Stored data
==*==

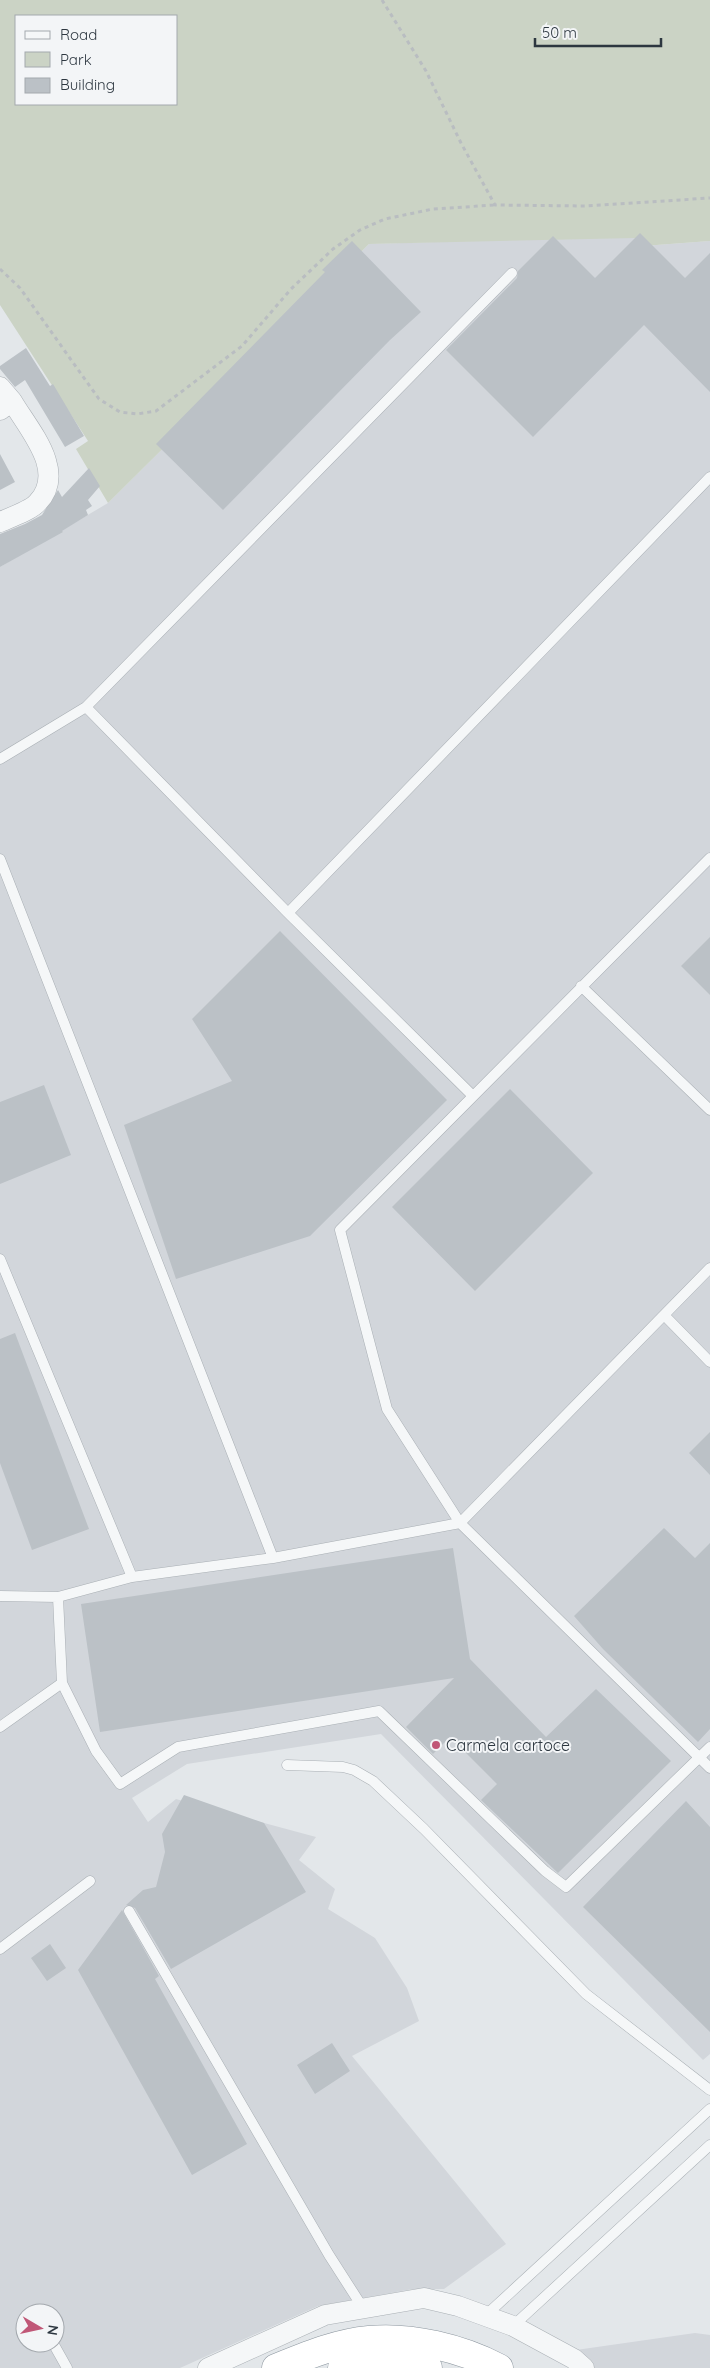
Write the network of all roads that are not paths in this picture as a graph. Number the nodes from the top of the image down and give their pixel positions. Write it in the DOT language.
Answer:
graph roads {
  1 [pos="512,273"];
  2 [pos="4,399"];
  3 [pos="710,477"];
  4 [pos="0,522"];
  5 [pos="86,707"];
  6 [pos="0,759"];
  7 [pos="710,858"];
  8 [pos="0,859"];
  9 [pos="288,913"];
  10 [pos="581,986"];
  11 [pos="473,1096"];
  12 [pos="710,1110"];
  13 [pos="0,1259"];
  14 [pos="710,1268"];
  15 [pos="664,1316"];
  16 [pos="710,1362"];
  17 [pos="460,1523"];
  18 [pos="273,1558"];
  19 [pos="132,1577"];
  20 [pos="0,1596"];
  21 [pos="58,1597"];
  22 [pos="62,1683"];
  23 [pos="0,1727"];
  24 [pos="710,1747"];
  25 [pos="700,1758"];
  26 [pos="287,1765"];
  27 [pos="710,1768"];
  28 [pos="90,1881"];
  29 [pos="129,1911"];
  30 [pos="0,1949"];
  31 [pos="710,2090"];
  32 [pos="710,2110"];
  33 [pos="710,2145"];
  34 [pos="363,2308"];
  35 [pos="485,2316"];
  36 [pos="513,2326"];
  37 [pos="59,2353"];
  38 [pos="68,2368"];
  39 [pos="208,2368"];
  40 [pos="276,2368"];
  41 [pos="342,2368"];
  42 [pos="428,2368"];
  43 [pos="500,2368"];
  44 [pos="584,2368"];
  1 -- 5 [label="lane"];
  2 -- 4 [label="street"];
  3 -- 9 [label="lane"];
  5 -- 6 [label="lane"];
  5 -- 9 [label="lane"];
  7 -- 10 [label="lane"];
  8 -- 18 [label="lane"];
  9 -- 11 [label="lane"];
  10 -- 11 [label="lane"];
  10 -- 12 [label="lane"];
  11 -- 17 [label="lane"];
  13 -- 19 [label="lane"];
  14 -- 15 [label="lane"];
  15 -- 16 [label="lane"];
  15 -- 17 [label="lane"];
  17 -- 18 [label="lane"];
  17 -- 25 [label="lane"];
  18 -- 19 [label="lane"];
  19 -- 21 [label="lane"];
  20 -- 21 [label="lane"];
  21 -- 22 [label="lane"];
  22 -- 23 [label="lane"];
  22 -- 25 [label="lane"];
  24 -- 25 [label="lane"];
  25 -- 27 [label="lane"];
  26 -- 31 [label="lane"];
  28 -- 30 [label="lane"];
  29 -- 34 [label="lane"];
  32 -- 35 [label="lane"];
  33 -- 36 [label="lane"];
  34 -- 35 [label="street"];
  34 -- 39 [label="street"];
  35 -- 36 [label="street"];
  36 -- 44 [label="street"];
  37 -- 38 [label="lane"];
  40 -- 43 [label="highway"];
  41 -- 42 [label="highway"];
}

==*==

*The problem:* Your answer must be an exact repeat of the records above, with the pictures left out.

*Reply:*
Write the network of all roads that are not paths in this picture as a graph. Number the nodes from the top of the image down and give their pixel positions. Write it in the DOT language.
Answer:
graph roads {
  1 [pos="512,273"];
  2 [pos="4,399"];
  3 [pos="710,477"];
  4 [pos="0,522"];
  5 [pos="86,707"];
  6 [pos="0,759"];
  7 [pos="710,858"];
  8 [pos="0,859"];
  9 [pos="288,913"];
  10 [pos="581,986"];
  11 [pos="473,1096"];
  12 [pos="710,1110"];
  13 [pos="0,1259"];
  14 [pos="710,1268"];
  15 [pos="664,1316"];
  16 [pos="710,1362"];
  17 [pos="460,1523"];
  18 [pos="273,1558"];
  19 [pos="132,1577"];
  20 [pos="0,1596"];
  21 [pos="58,1597"];
  22 [pos="62,1683"];
  23 [pos="0,1727"];
  24 [pos="710,1747"];
  25 [pos="700,1758"];
  26 [pos="287,1765"];
  27 [pos="710,1768"];
  28 [pos="90,1881"];
  29 [pos="129,1911"];
  30 [pos="0,1949"];
  31 [pos="710,2090"];
  32 [pos="710,2110"];
  33 [pos="710,2145"];
  34 [pos="363,2308"];
  35 [pos="485,2316"];
  36 [pos="513,2326"];
  37 [pos="59,2353"];
  38 [pos="68,2368"];
  39 [pos="208,2368"];
  40 [pos="276,2368"];
  41 [pos="342,2368"];
  42 [pos="428,2368"];
  43 [pos="500,2368"];
  44 [pos="584,2368"];
  1 -- 5 [label="lane"];
  2 -- 4 [label="street"];
  3 -- 9 [label="lane"];
  5 -- 6 [label="lane"];
  5 -- 9 [label="lane"];
  7 -- 10 [label="lane"];
  8 -- 18 [label="lane"];
  9 -- 11 [label="lane"];
  10 -- 11 [label="lane"];
  10 -- 12 [label="lane"];
  11 -- 17 [label="lane"];
  13 -- 19 [label="lane"];
  14 -- 15 [label="lane"];
  15 -- 16 [label="lane"];
  15 -- 17 [label="lane"];
  17 -- 18 [label="lane"];
  17 -- 25 [label="lane"];
  18 -- 19 [label="lane"];
  19 -- 21 [label="lane"];
  20 -- 21 [label="lane"];
  21 -- 22 [label="lane"];
  22 -- 23 [label="lane"];
  22 -- 25 [label="lane"];
  24 -- 25 [label="lane"];
  25 -- 27 [label="lane"];
  26 -- 31 [label="lane"];
  28 -- 30 [label="lane"];
  29 -- 34 [label="lane"];
  32 -- 35 [label="lane"];
  33 -- 36 [label="lane"];
  34 -- 35 [label="street"];
  34 -- 39 [label="street"];
  35 -- 36 [label="street"];
  36 -- 44 [label="street"];
  37 -- 38 [label="lane"];
  40 -- 43 [label="highway"];
  41 -- 42 [label="highway"];
}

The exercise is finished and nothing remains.